At the conclusion of World War II, the United States was the sole nuclear power, and the Soviet Union conducted its first atomic bomb test in 1949. Over the next thirty years, the nuclear race accelerated, with the world’s largest number of nuclear weapons amassed by 1984. It was only in 1985 that the US and the USSR agreed on the Reagan-Gorbachev Principle, according to which “a nuclear war cannot be won.”
Today, Russia is striving to revert the world to the pre-Gorbachev era, one that is not multipolar but bipolar — an era where Russia is a world hegemon, not a geopolitical pariah. An era where nuclear superpowers dictate the future, and the voice of non-nuclear states is weak. Furthermore, Russia should remember that much of its nuclear arsenal consists of the 1970s and 1980s developments by designers of the Ukrainian Yuzhmash (now Pivdenmash, a state-owned aerospace manufacturer), whose experts played a significant role in the program to extend the lifespan of these missiles prior to the annexation of Crimea.
So how do you stop worrying about the bomb?
British Foreign Secretary James Cleverly assures that nuclear powers pose no threat to Russia, and nobody in the international community is suggesting that nuclear weapons should be used against Russia. Also, Ukrainian President Volodymyr Zelenskyy recently stated in a BBC interview that Putin “will talk about using nuclear weapons, (but) I don’t think he is ready for that because he fears for his life, he loves it very much.” In June 2023, the head of Ukraine’s Main Intelligence Directorate, Kyrylo Budanov, assured that there would be no nuclear strike on Ukraine: “As the head of the intelligence service, I am telling you directly, this will not happen. For all my dislike of Russia, there are few idiots among those running the country.” This reaction demonstrates that Ukraine is not falling for this blackmail, and no amount of intimidation will stand in the way of victory.
American historian Timothy Snyder has noted that during the coverage of the full-scale Russian invasion, a common issue was that “the media attracted readers’ attention with stories about escalation and nuclear threats. [...] There is a profit motive at work here, which Russian propagandists exploit with their references to nuclear weapons.” However, the situation is in Ukraine’s favor: Moscow has resorted to blackmail so frequently that its nuclear threats no longer resonate the way they once did.
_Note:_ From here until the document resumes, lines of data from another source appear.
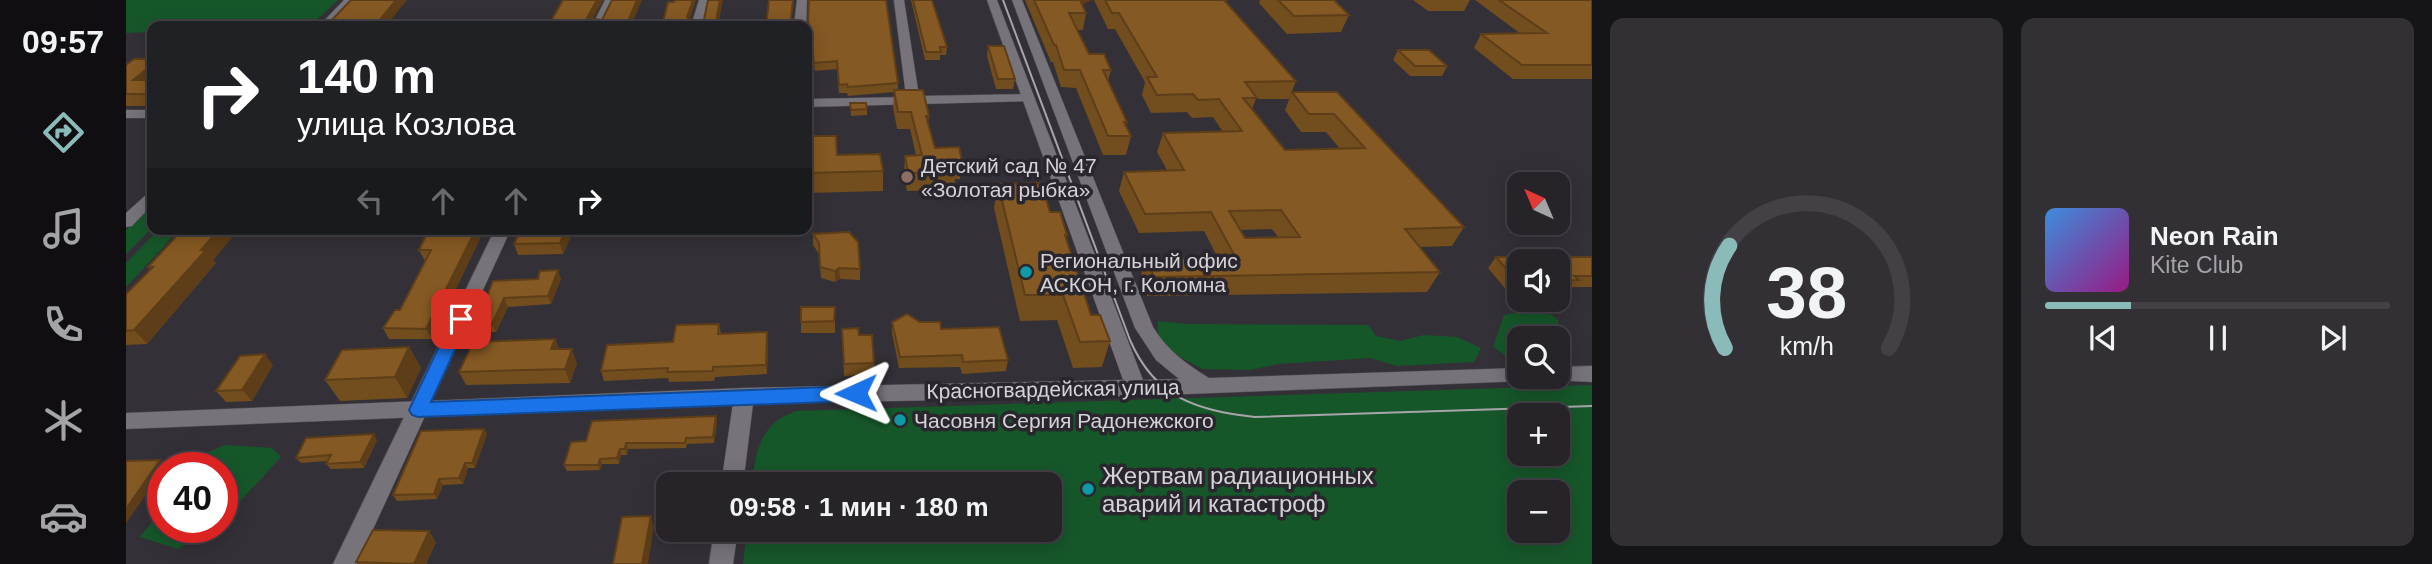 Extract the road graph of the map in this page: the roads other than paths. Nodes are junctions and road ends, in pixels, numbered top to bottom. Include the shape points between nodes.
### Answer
1 (350, 0) edge
2 (610, 0) edge
3 (704, 0) edge
4 (802, 0) edge
5 (899, 0) edge
6 (992, 0) edge
7 (1017, 0) edge
8 (330, 21) edge
9 (600, 21) edge
10 (698, 21) edge
11 (800, 21) edge
12 (1028, 98) junction
13 (913, 101) junction
14 (812, 103) edge
15 (126, 114) edge
16 (147, 114) edge
17 (147, 202) edge
18 (128, 219) edge
19 (500, 235) edge
20 (1592, 374) edge
21 (1570, 375) edge
22 (1507, 376) edge
23 (1205, 386) junction
24 (1136, 388) junction
25 (744, 396) junction
26 (418, 410) junction
27 (126, 421) edge
28 (734, 472) edge
29 (724, 542) edge
30 (345, 564) edge
31 (721, 564) edge

1 - 8 street
2 - 9 street
3 - 10 street
4 - 11 street
5 - 13 street
6 - 12 street
7 - 23 street via 1144,328 1157,351
12 - 13 street
12 - 24 street
13 - 14 street
15 - 16 street
17 - 18 street
19 - 26 street
20 - 21 street
22 - 23 street, Красногвардейская улица
23 - 24 street, Красногвардейская улица
24 - 25 street, Красногвардейская улица
25 - 26 street, Красногвардейская улица
25 - 28 street
26 - 27 street, Красногвардейская улица
26 - 30 street
29 - 31 street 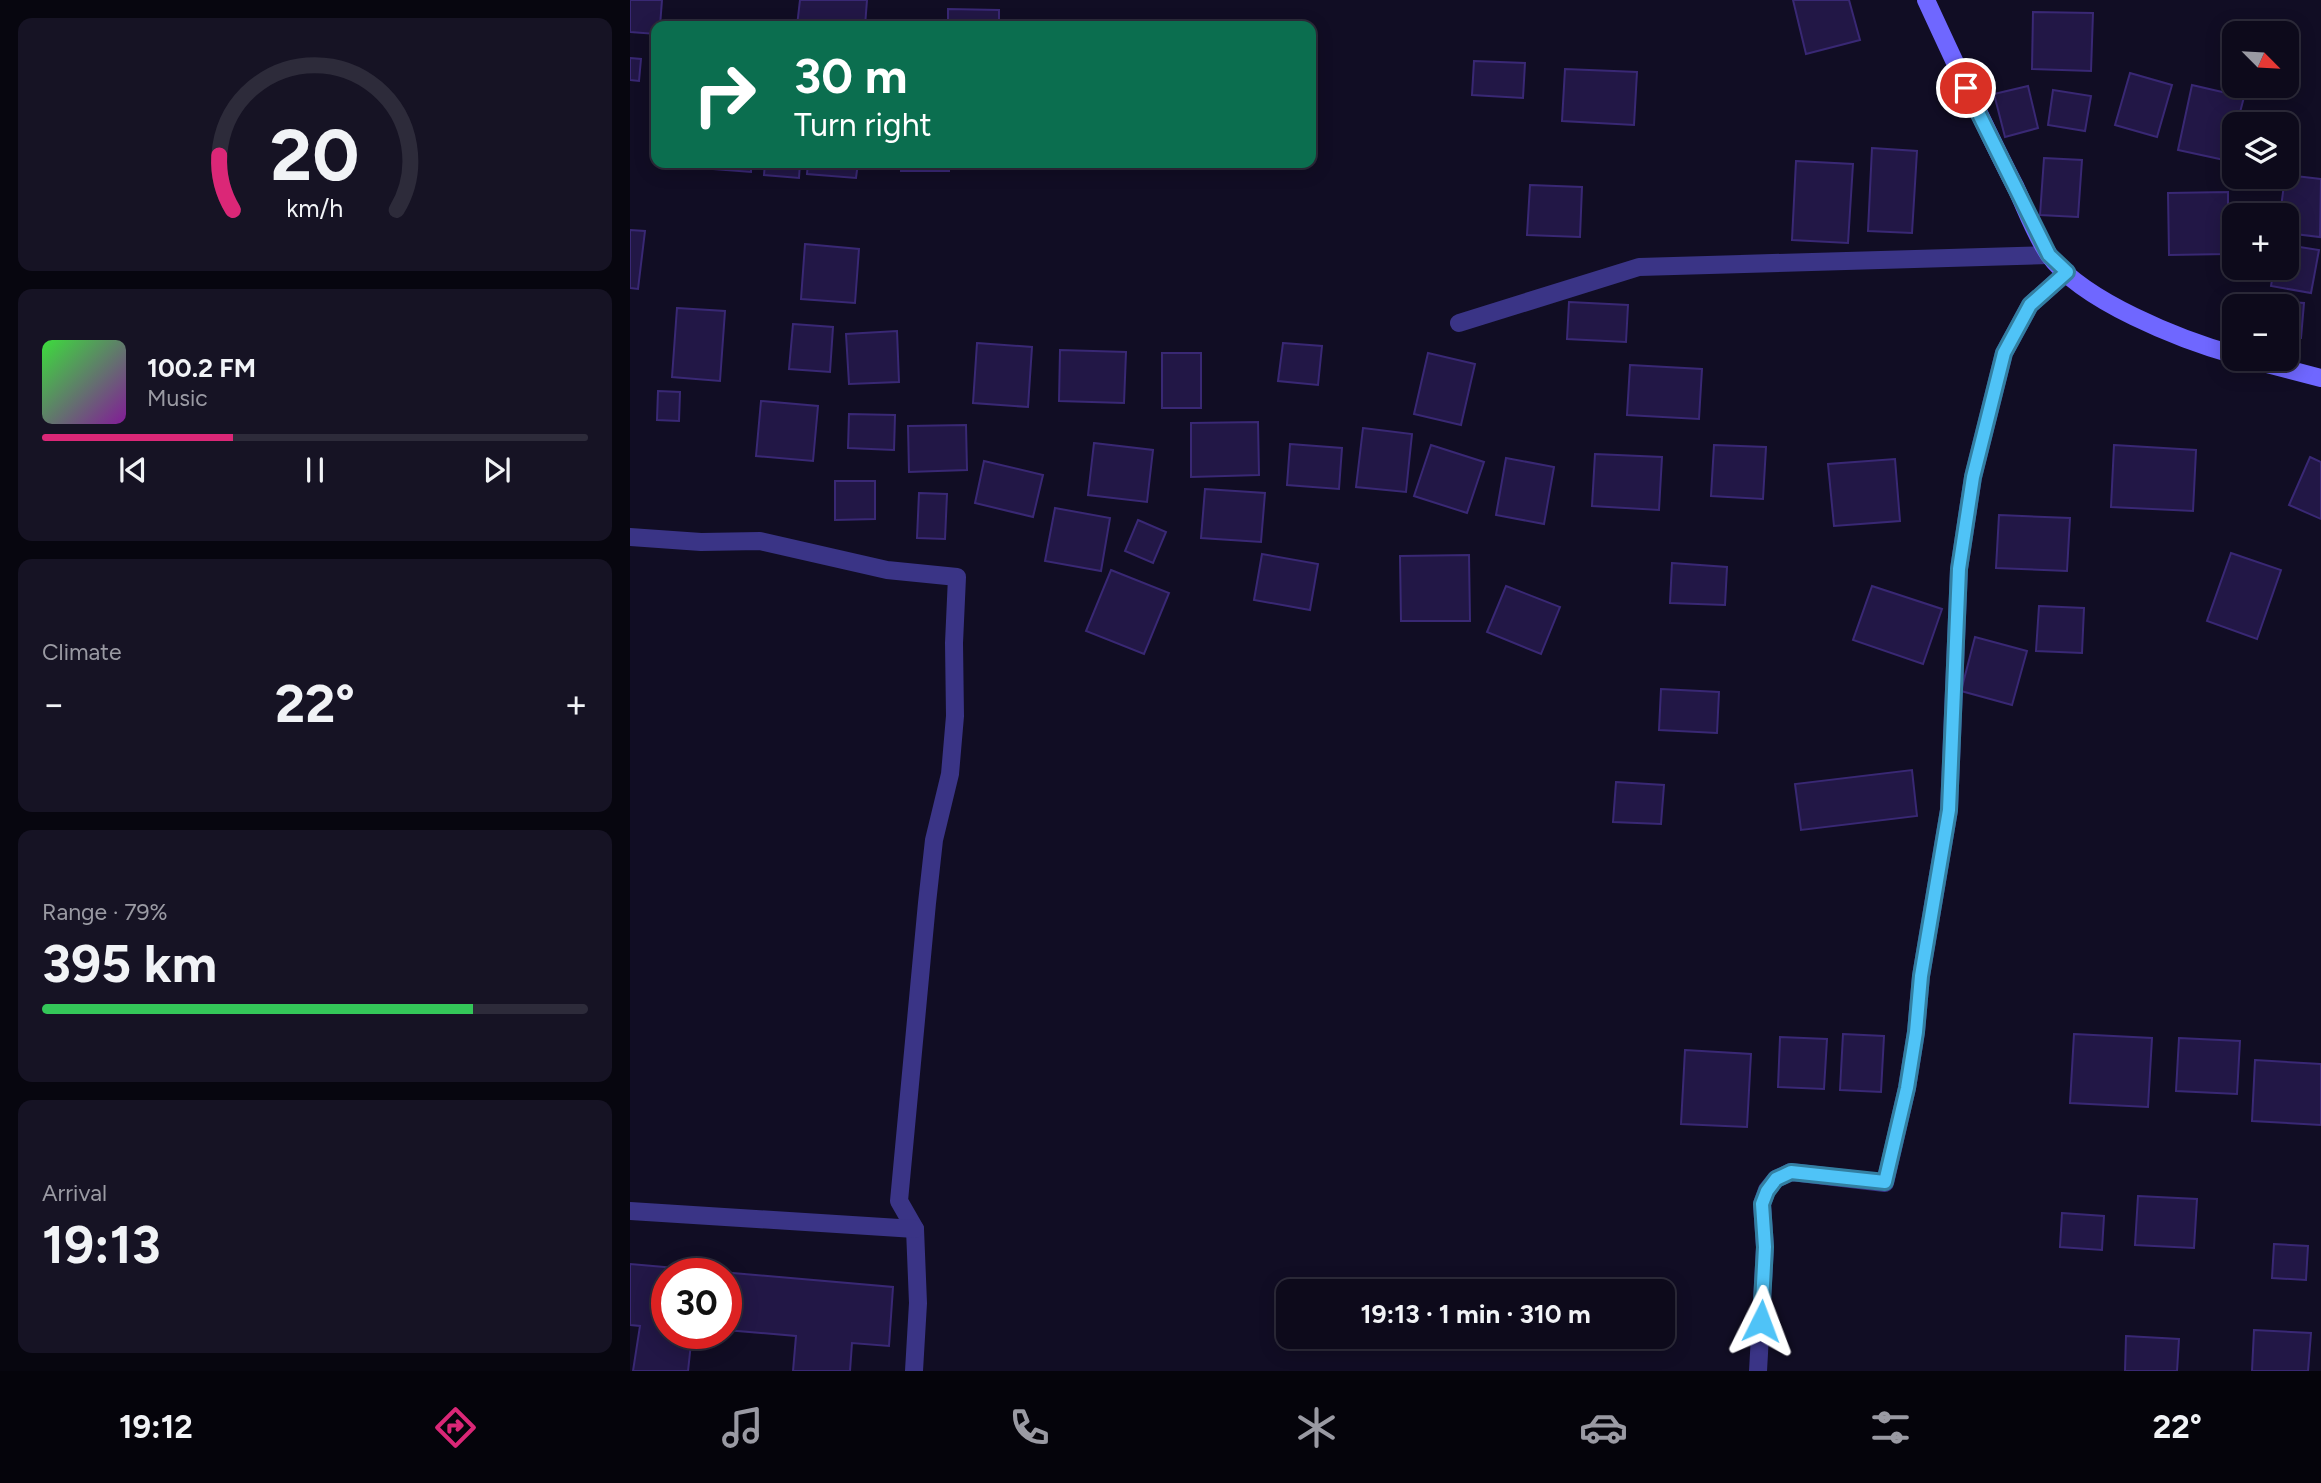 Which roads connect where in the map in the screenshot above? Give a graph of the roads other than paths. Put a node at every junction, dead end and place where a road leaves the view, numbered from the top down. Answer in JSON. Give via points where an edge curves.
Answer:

If Ukraine’s partners were previously apprehensive about providing Ukraine with heavy weapons to prevent Putin from opening his nuclear briefcase, now this “red line” has been nearly erased.
And what about Russia’s rhetoric on Zaporizhzhia NPP?
The situation with Russia’s rhetoric on the Zaporizhzhia NPP has now escalated. The invaders have mined four of the six power units at the ZNPP, and the Main Intelligence Directorate asserts that the plan for the terrorist attack has already been agreed upon. The seizure of the Chornobyl and Zaporizhzhia NPPs represents the world’s first occupation of nuclear power plants. The Russians believe that no one would dare attack the nuclear power plant since active hostilities could lead to damage and leakage of radioactive materials, enabling them to feel confident and secure.
Why is Russia resorting to this form of blackmail against Ukraine? The preparations for an artificial man-made disaster are another attempt to exert harsh pressure. The potential attack on the Zaporizhzhia NPP is viewed as a “preventive measure” to halt Ukraine’s counteroffensive, Budanov suggests. After the world’s relatively inert reaction to the destruction of the Kakhovka hydroelectric power plant, and the global media quoting mutual accusations from both sides equally, there are concerns about a potentially sluggish reaction following a possible disaster at the Zaporizhzhia NPP.